VMware Security Advisory VMSA-2012-0016 Review

VMware has release,the 15 November 2012, one security advisory VMSA-2012-0016 concerning VMware vSphere API and ESX service console.

VMware vSphere API denial of service vulnerability

The VMware vSphere API is affected by one vulnerability, CVE-2012-5703, with a 5.0 CVSS base score. The vulnerability was discovered and privately reported by Sebastián Tullo of Core Security Technologies. ESXi and ESX 4.1 are affected by this vulnerability.

VMware vSphere API denial of service vulnerability

ESX 4.1 bind-libs and bind-utils packages have been updated in order to fix multiples vulnerabilities. CVE-2012-1033 has a 5.0 CVSS base score  , CVE-2012-1667 has a 8.5 CVSS base score and CVE-2012-3817 has a 7.8 CVSS base score. ESX 4.0 is affected and the patch will be released further.

Update to ESX service console python packages

ESX 4.1 python and python-libs packages have been updated in order to fix multiples vulnerabilities. CVE-2011-4940 has a 2.6 CVSS base score, CVE-2011-4944 has a 1.9 CVSS base score and CVE-2012-1150 has a 5.0 CVSS base score. ESX 4.0 is affected but no patch is planned.

Update to ESX service console expat package

ESX 4.1 expat package has been updated in order to fix two vulnerabilities. CVE-2012-0876 has a 4.3 CVSS base score and CVE-2012-1148 has a 5.0 CVSS base score. ESX 4.0 is affected but no patch is planned.

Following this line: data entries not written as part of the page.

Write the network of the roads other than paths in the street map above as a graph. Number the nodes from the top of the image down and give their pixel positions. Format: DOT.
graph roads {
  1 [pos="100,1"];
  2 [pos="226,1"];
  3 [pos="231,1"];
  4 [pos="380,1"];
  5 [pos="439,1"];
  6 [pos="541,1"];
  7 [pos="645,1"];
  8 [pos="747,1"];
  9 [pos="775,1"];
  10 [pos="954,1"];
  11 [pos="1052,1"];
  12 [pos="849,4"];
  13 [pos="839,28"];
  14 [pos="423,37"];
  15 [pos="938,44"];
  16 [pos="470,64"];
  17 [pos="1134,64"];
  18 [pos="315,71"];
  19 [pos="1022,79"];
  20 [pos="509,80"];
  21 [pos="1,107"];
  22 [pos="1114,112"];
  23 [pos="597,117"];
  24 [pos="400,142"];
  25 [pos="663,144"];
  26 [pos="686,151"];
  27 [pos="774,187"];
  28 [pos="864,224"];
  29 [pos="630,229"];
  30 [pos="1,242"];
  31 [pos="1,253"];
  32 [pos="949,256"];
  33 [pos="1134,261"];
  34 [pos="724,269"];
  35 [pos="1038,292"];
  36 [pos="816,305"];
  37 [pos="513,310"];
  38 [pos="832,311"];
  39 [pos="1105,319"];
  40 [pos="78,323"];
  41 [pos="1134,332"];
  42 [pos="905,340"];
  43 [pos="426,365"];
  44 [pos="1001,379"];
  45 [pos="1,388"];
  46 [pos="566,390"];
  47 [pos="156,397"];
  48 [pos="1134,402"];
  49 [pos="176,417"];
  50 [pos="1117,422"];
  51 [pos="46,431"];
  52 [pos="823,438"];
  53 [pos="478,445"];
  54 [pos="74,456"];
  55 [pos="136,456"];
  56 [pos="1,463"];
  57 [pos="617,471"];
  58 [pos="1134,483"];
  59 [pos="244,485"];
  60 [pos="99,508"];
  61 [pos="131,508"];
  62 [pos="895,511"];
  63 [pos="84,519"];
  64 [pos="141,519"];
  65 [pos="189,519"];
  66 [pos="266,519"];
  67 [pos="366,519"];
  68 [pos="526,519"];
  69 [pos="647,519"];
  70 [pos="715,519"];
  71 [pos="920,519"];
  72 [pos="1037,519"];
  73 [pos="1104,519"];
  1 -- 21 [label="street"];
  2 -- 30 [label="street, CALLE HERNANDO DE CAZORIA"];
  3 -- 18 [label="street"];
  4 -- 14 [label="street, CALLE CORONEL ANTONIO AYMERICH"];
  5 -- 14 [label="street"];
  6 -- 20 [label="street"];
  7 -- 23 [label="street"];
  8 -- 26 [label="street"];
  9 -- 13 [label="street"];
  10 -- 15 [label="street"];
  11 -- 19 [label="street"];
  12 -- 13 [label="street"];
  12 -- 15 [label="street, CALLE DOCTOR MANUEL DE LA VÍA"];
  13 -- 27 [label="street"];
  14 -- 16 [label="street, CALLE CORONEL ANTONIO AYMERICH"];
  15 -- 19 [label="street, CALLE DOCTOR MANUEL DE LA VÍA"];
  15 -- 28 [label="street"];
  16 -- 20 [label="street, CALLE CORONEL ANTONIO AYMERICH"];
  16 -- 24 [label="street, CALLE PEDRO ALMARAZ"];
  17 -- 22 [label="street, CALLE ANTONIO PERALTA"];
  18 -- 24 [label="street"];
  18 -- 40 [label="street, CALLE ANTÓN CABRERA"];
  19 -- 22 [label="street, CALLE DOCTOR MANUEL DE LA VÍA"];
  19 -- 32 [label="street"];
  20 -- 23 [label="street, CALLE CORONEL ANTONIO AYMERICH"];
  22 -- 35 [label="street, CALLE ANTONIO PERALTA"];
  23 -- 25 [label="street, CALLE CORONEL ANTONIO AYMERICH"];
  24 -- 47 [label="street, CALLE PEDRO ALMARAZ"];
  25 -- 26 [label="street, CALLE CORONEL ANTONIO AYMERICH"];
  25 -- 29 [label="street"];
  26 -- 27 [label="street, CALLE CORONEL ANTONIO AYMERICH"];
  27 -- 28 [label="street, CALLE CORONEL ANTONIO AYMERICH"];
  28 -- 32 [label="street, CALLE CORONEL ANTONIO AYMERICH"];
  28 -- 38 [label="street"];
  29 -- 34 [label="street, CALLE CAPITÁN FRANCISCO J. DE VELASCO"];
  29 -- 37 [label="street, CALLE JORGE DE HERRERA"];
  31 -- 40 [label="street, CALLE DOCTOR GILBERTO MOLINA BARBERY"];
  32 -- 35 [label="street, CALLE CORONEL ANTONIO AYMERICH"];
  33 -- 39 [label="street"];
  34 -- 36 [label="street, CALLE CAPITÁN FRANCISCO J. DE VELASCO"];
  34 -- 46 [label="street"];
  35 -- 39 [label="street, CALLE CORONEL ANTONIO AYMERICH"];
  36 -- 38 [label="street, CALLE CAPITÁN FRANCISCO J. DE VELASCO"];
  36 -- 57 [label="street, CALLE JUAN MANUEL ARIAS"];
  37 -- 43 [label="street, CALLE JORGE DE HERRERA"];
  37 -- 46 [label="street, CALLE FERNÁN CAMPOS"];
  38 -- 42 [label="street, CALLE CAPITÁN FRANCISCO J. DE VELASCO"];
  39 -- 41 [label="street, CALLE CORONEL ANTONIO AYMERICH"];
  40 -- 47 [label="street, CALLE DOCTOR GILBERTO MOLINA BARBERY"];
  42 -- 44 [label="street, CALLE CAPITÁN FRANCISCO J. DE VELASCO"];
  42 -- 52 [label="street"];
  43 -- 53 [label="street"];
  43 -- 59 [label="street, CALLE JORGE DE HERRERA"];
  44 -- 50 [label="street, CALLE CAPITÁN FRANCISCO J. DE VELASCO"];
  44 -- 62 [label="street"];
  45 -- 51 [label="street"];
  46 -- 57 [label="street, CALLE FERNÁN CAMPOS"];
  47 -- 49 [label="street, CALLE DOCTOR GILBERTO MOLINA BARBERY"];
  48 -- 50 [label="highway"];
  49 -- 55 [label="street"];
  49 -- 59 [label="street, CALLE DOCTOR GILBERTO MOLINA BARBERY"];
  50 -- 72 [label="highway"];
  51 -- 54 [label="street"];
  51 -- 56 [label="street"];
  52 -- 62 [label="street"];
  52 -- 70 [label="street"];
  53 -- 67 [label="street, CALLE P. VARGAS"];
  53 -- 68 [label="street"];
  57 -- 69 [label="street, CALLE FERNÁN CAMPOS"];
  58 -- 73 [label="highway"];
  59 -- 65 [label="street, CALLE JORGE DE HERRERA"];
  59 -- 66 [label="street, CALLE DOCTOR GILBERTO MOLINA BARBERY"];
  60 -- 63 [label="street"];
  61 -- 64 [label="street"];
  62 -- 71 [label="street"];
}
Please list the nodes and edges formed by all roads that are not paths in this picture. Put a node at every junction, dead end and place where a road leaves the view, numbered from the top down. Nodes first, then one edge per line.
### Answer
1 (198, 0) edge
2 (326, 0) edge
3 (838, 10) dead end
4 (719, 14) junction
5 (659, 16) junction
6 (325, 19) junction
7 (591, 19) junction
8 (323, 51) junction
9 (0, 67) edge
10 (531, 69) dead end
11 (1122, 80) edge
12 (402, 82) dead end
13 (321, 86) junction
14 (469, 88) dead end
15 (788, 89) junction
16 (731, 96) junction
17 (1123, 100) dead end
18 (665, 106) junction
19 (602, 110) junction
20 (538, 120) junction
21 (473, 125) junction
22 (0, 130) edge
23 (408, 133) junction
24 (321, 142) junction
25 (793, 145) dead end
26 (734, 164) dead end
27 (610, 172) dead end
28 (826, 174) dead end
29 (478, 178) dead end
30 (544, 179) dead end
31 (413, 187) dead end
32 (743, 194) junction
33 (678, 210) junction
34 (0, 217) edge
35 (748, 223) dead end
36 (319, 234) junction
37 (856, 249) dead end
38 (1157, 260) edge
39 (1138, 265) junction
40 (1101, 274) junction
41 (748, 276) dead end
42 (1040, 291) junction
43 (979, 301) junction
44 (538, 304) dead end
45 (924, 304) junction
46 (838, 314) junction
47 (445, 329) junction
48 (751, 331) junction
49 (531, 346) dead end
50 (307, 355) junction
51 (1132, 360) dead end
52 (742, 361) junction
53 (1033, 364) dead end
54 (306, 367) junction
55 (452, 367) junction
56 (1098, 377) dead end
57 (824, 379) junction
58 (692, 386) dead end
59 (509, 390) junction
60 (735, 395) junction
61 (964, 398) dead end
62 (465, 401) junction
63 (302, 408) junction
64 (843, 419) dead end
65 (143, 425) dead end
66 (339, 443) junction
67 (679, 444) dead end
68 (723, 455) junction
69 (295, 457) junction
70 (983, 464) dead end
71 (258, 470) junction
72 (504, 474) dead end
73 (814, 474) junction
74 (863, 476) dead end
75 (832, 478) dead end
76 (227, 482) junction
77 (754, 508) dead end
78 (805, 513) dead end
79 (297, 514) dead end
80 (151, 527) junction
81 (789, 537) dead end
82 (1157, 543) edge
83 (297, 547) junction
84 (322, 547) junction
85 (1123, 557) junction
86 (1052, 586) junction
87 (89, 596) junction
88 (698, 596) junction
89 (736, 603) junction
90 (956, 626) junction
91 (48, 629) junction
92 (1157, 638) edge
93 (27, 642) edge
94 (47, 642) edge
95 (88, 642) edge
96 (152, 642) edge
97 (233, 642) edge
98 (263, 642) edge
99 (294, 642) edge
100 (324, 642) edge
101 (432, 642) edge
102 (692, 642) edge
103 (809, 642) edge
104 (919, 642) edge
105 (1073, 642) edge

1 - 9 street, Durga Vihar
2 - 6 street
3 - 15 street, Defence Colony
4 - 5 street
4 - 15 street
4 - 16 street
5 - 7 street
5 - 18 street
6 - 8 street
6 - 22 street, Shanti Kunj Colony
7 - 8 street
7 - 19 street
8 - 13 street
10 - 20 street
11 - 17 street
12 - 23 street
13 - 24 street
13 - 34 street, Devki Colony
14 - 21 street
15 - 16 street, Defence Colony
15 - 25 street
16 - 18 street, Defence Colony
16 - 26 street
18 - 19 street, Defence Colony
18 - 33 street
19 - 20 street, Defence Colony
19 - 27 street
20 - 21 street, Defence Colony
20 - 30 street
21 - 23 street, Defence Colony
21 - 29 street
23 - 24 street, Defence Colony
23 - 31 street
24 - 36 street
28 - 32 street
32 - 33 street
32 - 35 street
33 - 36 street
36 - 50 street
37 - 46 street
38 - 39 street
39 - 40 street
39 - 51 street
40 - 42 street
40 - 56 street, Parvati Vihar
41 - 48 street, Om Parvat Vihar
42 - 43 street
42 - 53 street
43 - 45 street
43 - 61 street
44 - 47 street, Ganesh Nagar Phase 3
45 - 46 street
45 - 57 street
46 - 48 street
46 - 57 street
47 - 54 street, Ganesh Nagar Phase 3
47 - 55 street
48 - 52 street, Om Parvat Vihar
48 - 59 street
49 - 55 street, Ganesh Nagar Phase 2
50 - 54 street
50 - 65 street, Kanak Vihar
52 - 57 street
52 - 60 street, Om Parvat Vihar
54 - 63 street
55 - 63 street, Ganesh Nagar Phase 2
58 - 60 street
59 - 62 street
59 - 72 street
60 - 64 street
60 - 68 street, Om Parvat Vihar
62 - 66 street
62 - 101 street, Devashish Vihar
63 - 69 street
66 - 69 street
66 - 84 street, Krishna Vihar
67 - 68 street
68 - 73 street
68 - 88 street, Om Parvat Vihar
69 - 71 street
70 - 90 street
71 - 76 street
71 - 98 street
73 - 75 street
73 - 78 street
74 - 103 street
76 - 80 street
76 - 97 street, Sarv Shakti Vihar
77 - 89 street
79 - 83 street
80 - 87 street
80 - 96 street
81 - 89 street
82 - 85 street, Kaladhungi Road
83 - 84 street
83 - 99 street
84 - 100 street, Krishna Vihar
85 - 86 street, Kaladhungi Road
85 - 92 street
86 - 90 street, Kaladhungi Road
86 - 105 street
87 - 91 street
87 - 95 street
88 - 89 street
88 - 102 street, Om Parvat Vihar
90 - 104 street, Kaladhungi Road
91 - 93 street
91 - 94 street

Update to ESX service console nspr and nss packages

ESX 4.1 nspr and nss packages have been updated in order to fix two vulnerabilities. CVE-2012-0441 has a 5.0 CVSS base score and this patch also resolves a certificate trust issue caused by a fraudulent DigiNotar root certificate. ESX 4.0 is affected and the patch will be released further.